Aim of the task: Once the data has been read, restate all of it exactly.

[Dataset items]
___

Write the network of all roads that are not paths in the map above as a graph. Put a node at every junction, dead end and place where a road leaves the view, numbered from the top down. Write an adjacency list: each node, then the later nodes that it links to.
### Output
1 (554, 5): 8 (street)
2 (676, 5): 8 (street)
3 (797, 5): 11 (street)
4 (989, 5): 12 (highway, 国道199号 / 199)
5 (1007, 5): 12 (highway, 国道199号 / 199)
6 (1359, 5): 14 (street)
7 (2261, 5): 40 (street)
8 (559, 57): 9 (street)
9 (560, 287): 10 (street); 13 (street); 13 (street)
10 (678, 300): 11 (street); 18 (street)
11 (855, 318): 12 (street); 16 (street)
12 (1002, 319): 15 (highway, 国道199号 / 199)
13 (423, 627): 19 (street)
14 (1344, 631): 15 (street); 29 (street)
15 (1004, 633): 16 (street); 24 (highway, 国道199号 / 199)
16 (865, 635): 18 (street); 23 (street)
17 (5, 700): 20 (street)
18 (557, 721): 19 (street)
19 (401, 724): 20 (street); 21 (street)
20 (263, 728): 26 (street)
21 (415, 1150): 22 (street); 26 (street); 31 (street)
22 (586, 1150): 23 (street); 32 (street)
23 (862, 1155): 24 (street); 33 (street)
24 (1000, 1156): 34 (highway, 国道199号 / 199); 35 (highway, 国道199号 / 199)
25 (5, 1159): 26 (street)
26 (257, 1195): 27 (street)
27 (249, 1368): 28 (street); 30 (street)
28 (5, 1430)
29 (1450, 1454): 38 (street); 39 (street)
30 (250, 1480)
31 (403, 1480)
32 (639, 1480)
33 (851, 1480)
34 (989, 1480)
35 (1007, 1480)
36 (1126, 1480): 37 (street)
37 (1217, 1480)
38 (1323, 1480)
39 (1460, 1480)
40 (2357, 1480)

___

Result:
Write the network of all roads that are not paths in the map above as a graph. Put a node at every junction, dead end and place where a road leaves the view, numbered from the top down. Write an adjacency list: each node, then the later nodes that it links to.
### Output
1 (554, 5): 8 (street)
2 (676, 5): 8 (street)
3 (797, 5): 11 (street)
4 (989, 5): 12 (highway, 国道199号 / 199)
5 (1007, 5): 12 (highway, 国道199号 / 199)
6 (1359, 5): 14 (street)
7 (2261, 5): 40 (street)
8 (559, 57): 9 (street)
9 (560, 287): 10 (street); 13 (street); 13 (street)
10 (678, 300): 11 (street); 18 (street)
11 (855, 318): 12 (street); 16 (street)
12 (1002, 319): 15 (highway, 国道199号 / 199)
13 (423, 627): 19 (street)
14 (1344, 631): 15 (street); 29 (street)
15 (1004, 633): 16 (street); 24 (highway, 国道199号 / 199)
16 (865, 635): 18 (street); 23 (street)
17 (5, 700): 20 (street)
18 (557, 721): 19 (street)
19 (401, 724): 20 (street); 21 (street)
20 (263, 728): 26 (street)
21 (415, 1150): 22 (street); 26 (street); 31 (street)
22 (586, 1150): 23 (street); 32 (street)
23 (862, 1155): 24 (street); 33 (street)
24 (1000, 1156): 34 (highway, 国道199号 / 199); 35 (highway, 国道199号 / 199)
25 (5, 1159): 26 (street)
26 (257, 1195): 27 (street)
27 (249, 1368): 28 (street); 30 (street)
28 (5, 1430)
29 (1450, 1454): 38 (street); 39 (street)
30 (250, 1480)
31 (403, 1480)
32 (639, 1480)
33 (851, 1480)
34 (989, 1480)
35 (1007, 1480)
36 (1126, 1480): 37 (street)
37 (1217, 1480)
38 (1323, 1480)
39 (1460, 1480)
40 (2357, 1480)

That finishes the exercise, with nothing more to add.